MongoDB Aggregation Pipeline

Why Aggregation?

Imagine you’re building a platform like Coursera or Udemy. As your platform grows, so does your database — thousands of users, enrollments, courses, interests, and more.

Now you face real-world data questions like:

How many students are from India?
What's the average age of users?
Which course has the most enrollments?
How many users are active or interested in frontend?

This is where the MongoDB Aggregation Pipeline becomes your superpower. 💪
It helps you analyze, transform, and summarize large datasets efficiently — all within the database, without writing external logic.

What is Aggregation in MongoDB?

Aggregation in MongoDB is a powerful way to process data records and return computed results.

Think of it like building a data processing pipeline – each step (called a stage) does something specific, like filtering, grouping, sorting, etc.

What is a Pipeline?

A pipeline is an array of stages, where each stage transforms the data in some way and passes the output to the next stage — just like an assembly line in a factory.

[
  { $match: { country: "India" } },
  { $group: { _id: "$course", count: { $sum: 1 } } }
]

Each stage begins with a $ operator like $match, $group, $project, $sort, $limit, etc.

What is a Stage?

A stage is a single step in the aggregation process.
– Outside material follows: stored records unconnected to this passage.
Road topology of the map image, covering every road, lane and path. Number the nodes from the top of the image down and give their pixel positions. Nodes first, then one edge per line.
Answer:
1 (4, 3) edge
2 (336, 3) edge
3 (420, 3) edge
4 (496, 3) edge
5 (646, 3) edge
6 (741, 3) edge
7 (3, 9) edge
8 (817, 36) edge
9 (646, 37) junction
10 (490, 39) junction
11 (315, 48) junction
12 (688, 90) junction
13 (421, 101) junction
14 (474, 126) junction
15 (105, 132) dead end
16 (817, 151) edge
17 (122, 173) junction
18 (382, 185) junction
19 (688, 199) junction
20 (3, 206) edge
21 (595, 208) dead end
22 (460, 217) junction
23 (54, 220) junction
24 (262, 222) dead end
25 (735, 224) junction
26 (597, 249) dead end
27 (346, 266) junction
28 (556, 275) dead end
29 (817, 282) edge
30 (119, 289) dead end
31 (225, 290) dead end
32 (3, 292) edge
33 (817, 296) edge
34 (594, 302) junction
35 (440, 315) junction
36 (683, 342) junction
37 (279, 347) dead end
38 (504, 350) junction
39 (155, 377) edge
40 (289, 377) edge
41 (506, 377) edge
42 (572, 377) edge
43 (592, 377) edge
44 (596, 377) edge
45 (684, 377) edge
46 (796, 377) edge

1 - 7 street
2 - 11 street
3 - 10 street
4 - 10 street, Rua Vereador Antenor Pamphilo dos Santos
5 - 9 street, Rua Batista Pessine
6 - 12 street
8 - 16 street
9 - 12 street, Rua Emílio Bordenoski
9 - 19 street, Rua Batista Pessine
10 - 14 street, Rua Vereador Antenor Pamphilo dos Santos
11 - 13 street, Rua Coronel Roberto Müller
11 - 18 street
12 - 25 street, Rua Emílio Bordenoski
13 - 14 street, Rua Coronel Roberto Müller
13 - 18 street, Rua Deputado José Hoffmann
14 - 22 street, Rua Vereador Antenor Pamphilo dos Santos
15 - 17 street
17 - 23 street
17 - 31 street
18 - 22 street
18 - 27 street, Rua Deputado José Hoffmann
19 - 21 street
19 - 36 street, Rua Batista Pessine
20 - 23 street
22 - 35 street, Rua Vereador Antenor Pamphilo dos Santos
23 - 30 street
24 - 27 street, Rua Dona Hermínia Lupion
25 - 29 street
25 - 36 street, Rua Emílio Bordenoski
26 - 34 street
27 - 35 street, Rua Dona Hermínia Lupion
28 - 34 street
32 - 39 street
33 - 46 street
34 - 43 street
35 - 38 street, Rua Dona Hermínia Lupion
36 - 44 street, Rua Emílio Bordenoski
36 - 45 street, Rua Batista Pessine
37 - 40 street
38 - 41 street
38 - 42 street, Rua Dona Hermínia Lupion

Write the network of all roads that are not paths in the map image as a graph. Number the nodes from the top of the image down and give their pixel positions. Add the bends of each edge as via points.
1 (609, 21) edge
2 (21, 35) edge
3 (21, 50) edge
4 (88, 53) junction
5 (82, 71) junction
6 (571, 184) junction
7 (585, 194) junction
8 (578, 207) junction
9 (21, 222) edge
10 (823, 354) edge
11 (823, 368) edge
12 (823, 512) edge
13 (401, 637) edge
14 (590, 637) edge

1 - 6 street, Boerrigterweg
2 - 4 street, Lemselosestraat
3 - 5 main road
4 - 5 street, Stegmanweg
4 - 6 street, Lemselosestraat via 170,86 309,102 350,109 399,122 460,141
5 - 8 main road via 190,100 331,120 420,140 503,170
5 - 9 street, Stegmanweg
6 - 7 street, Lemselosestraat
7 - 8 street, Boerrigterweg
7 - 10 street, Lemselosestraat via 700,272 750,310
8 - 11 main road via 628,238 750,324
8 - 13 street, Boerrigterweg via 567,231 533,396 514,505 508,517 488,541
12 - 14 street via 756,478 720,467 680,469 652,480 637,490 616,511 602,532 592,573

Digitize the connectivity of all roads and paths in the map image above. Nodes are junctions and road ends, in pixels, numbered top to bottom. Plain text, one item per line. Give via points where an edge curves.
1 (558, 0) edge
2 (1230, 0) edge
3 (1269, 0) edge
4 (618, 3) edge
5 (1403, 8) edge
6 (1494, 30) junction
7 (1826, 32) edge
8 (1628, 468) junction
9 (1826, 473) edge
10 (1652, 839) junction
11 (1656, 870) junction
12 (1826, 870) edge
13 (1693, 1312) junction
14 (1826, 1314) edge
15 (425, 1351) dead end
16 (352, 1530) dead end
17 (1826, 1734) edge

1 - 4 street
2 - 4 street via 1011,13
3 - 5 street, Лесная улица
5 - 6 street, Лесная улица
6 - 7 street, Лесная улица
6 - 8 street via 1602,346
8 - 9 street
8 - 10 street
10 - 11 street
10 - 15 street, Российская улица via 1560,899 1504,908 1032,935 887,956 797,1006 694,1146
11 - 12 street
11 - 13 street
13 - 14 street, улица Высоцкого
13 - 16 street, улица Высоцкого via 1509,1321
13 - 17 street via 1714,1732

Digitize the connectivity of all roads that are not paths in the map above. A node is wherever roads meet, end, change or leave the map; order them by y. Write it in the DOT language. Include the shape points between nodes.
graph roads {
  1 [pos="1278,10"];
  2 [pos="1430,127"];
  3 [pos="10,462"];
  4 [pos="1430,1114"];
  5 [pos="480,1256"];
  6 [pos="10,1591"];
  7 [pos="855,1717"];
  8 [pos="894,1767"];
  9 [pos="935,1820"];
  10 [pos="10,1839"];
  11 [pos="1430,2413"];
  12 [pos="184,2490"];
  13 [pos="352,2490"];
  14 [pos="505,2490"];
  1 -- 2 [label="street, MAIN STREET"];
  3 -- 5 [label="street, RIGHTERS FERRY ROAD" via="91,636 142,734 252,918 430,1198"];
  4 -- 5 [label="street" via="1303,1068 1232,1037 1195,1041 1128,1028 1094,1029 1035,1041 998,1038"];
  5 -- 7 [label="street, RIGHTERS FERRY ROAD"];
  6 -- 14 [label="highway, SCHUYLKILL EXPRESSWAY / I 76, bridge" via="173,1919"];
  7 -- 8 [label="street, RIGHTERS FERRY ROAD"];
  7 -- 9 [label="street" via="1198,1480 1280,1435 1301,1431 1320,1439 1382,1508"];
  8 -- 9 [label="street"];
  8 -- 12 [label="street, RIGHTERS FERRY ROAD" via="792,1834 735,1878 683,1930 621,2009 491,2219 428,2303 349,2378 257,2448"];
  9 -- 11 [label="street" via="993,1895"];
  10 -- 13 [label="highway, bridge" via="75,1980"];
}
Each stage:

Takes in documents
Performs a transformation (e.g., filter, group, count)
Passes transformed output to the next stage

For example:

$match: Filters documents like a query
$group: Groups by a field and performs aggregation like sum, avg
$project: Selects fields or creates new ones
$sort, $limit, $skip: For sorting, pagination
$unwind: Flattens arrays
$lookup: Joins collections

❓ Why Use Aggregation?

Without aggregation, you'd have to:

Pull all documents to your server
Write complex logic to compute results
Struggle with performance issues

With aggregation, MongoDB does the heavy lifting inside the database engine, which is much faster and optimized for large datasets.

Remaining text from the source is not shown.